Exercise: Reproduce the lines of the material exactly, excluding every image.

Given information:

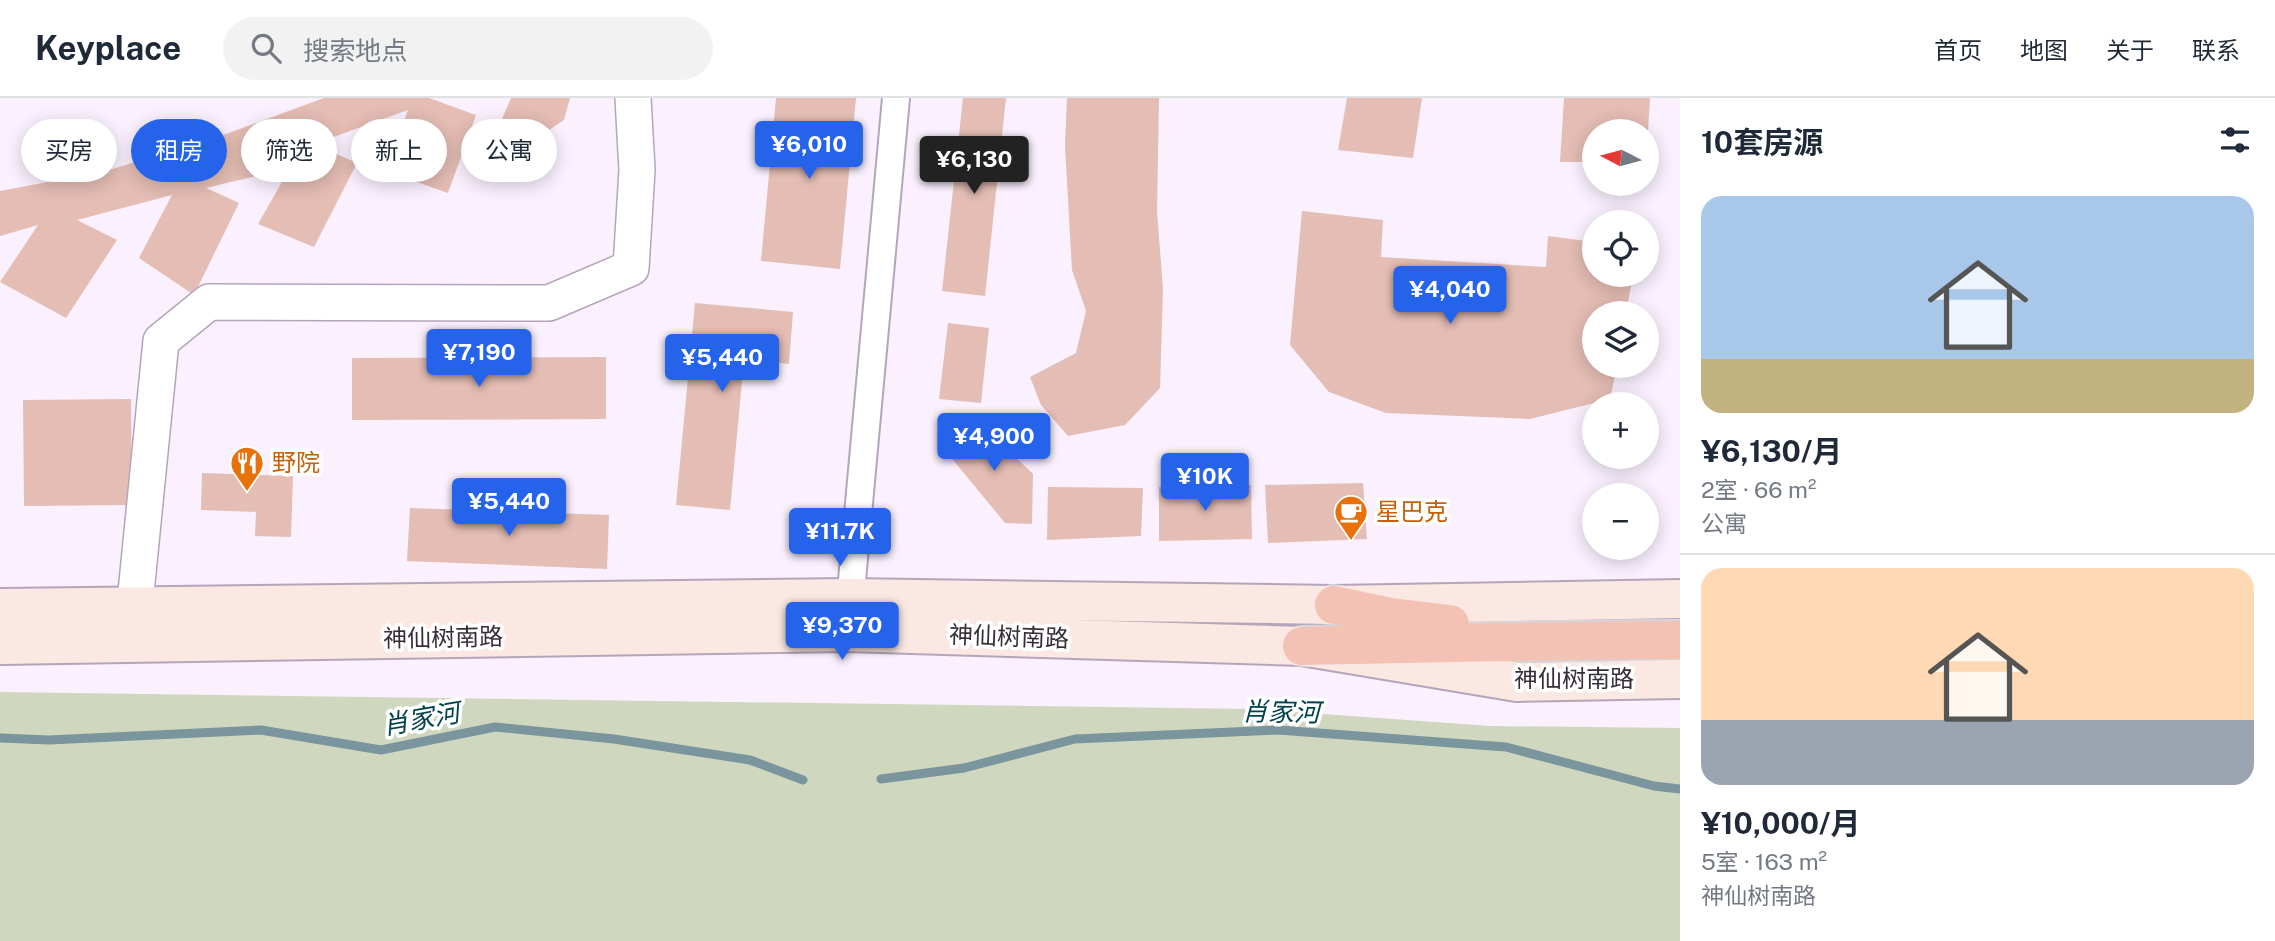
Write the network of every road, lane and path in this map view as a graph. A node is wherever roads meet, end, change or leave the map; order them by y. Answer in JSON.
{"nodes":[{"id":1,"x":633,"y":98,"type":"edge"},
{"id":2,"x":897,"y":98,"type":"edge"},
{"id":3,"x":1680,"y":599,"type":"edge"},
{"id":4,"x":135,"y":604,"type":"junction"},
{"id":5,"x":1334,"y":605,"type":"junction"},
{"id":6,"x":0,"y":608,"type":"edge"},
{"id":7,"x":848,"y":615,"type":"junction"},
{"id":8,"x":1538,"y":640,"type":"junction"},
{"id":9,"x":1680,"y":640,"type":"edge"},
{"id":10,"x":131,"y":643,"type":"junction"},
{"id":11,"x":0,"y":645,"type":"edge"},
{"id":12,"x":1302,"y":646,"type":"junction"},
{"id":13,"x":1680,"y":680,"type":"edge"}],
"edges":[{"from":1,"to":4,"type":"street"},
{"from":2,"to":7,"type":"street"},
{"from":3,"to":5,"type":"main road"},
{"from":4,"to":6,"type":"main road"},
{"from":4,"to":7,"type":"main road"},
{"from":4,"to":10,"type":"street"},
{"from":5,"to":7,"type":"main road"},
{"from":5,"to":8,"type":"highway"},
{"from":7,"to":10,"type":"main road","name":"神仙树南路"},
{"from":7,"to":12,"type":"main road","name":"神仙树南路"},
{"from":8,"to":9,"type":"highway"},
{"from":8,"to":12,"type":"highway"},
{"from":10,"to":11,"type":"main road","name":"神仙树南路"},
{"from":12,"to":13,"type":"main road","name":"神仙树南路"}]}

Problem solution:
Write the network of every road, lane and path in this map view as a graph. A node is wherever roads meet, end, change or leave the map; order them by y. Answer in JSON.
{"nodes":[{"id":1,"x":633,"y":98,"type":"edge"},
{"id":2,"x":897,"y":98,"type":"edge"},
{"id":3,"x":1680,"y":599,"type":"edge"},
{"id":4,"x":135,"y":604,"type":"junction"},
{"id":5,"x":1334,"y":605,"type":"junction"},
{"id":6,"x":0,"y":608,"type":"edge"},
{"id":7,"x":848,"y":615,"type":"junction"},
{"id":8,"x":1538,"y":640,"type":"junction"},
{"id":9,"x":1680,"y":640,"type":"edge"},
{"id":10,"x":131,"y":643,"type":"junction"},
{"id":11,"x":0,"y":645,"type":"edge"},
{"id":12,"x":1302,"y":646,"type":"junction"},
{"id":13,"x":1680,"y":680,"type":"edge"}],
"edges":[{"from":1,"to":4,"type":"street"},
{"from":2,"to":7,"type":"street"},
{"from":3,"to":5,"type":"main road"},
{"from":4,"to":6,"type":"main road"},
{"from":4,"to":7,"type":"main road"},
{"from":4,"to":10,"type":"street"},
{"from":5,"to":7,"type":"main road"},
{"from":5,"to":8,"type":"highway"},
{"from":7,"to":10,"type":"main road","name":"神仙树南路"},
{"from":7,"to":12,"type":"main road","name":"神仙树南路"},
{"from":8,"to":9,"type":"highway"},
{"from":8,"to":12,"type":"highway"},
{"from":10,"to":11,"type":"main road","name":"神仙树南路"},
{"from":12,"to":13,"type":"main road","name":"神仙树南路"}]}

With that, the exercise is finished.